THE PROBLEM ▸ Set down, in full, every record in the block.

MATERIAL SUPPLIED ▸
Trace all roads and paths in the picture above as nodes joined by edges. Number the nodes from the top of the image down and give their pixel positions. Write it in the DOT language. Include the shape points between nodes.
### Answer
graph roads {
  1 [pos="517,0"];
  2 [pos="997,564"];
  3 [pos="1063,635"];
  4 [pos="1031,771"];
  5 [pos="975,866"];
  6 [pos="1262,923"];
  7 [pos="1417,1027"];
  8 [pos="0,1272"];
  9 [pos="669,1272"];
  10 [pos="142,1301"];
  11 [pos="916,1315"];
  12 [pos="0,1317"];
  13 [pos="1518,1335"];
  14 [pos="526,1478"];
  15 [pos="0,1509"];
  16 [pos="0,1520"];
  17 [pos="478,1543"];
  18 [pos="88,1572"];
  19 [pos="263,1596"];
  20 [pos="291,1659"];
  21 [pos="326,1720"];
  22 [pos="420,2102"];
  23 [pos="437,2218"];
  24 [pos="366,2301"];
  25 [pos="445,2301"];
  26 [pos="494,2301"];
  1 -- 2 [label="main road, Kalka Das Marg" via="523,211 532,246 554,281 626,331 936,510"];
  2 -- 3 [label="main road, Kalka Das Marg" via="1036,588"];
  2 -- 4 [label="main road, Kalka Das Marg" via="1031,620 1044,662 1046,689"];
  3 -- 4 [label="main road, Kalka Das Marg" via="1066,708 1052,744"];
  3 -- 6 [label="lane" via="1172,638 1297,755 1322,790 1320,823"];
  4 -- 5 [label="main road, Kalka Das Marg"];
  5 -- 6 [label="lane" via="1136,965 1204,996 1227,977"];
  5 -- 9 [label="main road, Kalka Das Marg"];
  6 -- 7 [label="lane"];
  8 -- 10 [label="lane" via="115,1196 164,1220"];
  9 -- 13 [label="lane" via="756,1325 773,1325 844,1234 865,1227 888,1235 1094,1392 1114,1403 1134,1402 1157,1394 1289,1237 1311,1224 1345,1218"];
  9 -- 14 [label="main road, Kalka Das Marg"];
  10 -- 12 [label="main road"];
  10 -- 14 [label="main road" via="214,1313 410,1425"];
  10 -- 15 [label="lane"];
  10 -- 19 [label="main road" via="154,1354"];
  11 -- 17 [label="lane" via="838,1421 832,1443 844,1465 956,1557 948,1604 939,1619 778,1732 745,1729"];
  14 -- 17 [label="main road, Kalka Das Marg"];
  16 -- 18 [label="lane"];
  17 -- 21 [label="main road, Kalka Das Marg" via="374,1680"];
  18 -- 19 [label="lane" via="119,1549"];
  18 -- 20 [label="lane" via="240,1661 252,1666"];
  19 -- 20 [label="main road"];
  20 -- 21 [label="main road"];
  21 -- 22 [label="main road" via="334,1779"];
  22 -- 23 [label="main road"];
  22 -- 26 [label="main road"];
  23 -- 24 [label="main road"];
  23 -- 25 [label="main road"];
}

EXERCISE OUTPUT ▸
Trace all roads and paths in the picture above as nodes joined by edges. Number the nodes from the top of the image down and give their pixel positions. Write it in the DOT language. Include the shape points between nodes.
### Answer
graph roads {
  1 [pos="517,0"];
  2 [pos="997,564"];
  3 [pos="1063,635"];
  4 [pos="1031,771"];
  5 [pos="975,866"];
  6 [pos="1262,923"];
  7 [pos="1417,1027"];
  8 [pos="0,1272"];
  9 [pos="669,1272"];
  10 [pos="142,1301"];
  11 [pos="916,1315"];
  12 [pos="0,1317"];
  13 [pos="1518,1335"];
  14 [pos="526,1478"];
  15 [pos="0,1509"];
  16 [pos="0,1520"];
  17 [pos="478,1543"];
  18 [pos="88,1572"];
  19 [pos="263,1596"];
  20 [pos="291,1659"];
  21 [pos="326,1720"];
  22 [pos="420,2102"];
  23 [pos="437,2218"];
  24 [pos="366,2301"];
  25 [pos="445,2301"];
  26 [pos="494,2301"];
  1 -- 2 [label="main road, Kalka Das Marg" via="523,211 532,246 554,281 626,331 936,510"];
  2 -- 3 [label="main road, Kalka Das Marg" via="1036,588"];
  2 -- 4 [label="main road, Kalka Das Marg" via="1031,620 1044,662 1046,689"];
  3 -- 4 [label="main road, Kalka Das Marg" via="1066,708 1052,744"];
  3 -- 6 [label="lane" via="1172,638 1297,755 1322,790 1320,823"];
  4 -- 5 [label="main road, Kalka Das Marg"];
  5 -- 6 [label="lane" via="1136,965 1204,996 1227,977"];
  5 -- 9 [label="main road, Kalka Das Marg"];
  6 -- 7 [label="lane"];
  8 -- 10 [label="lane" via="115,1196 164,1220"];
  9 -- 13 [label="lane" via="756,1325 773,1325 844,1234 865,1227 888,1235 1094,1392 1114,1403 1134,1402 1157,1394 1289,1237 1311,1224 1345,1218"];
  9 -- 14 [label="main road, Kalka Das Marg"];
  10 -- 12 [label="main road"];
  10 -- 14 [label="main road" via="214,1313 410,1425"];
  10 -- 15 [label="lane"];
  10 -- 19 [label="main road" via="154,1354"];
  11 -- 17 [label="lane" via="838,1421 832,1443 844,1465 956,1557 948,1604 939,1619 778,1732 745,1729"];
  14 -- 17 [label="main road, Kalka Das Marg"];
  16 -- 18 [label="lane"];
  17 -- 21 [label="main road, Kalka Das Marg" via="374,1680"];
  18 -- 19 [label="lane" via="119,1549"];
  18 -- 20 [label="lane" via="240,1661 252,1666"];
  19 -- 20 [label="main road"];
  20 -- 21 [label="main road"];
  21 -- 22 [label="main road" via="334,1779"];
  22 -- 23 [label="main road"];
  22 -- 26 [label="main road"];
  23 -- 24 [label="main road"];
  23 -- 25 [label="main road"];
}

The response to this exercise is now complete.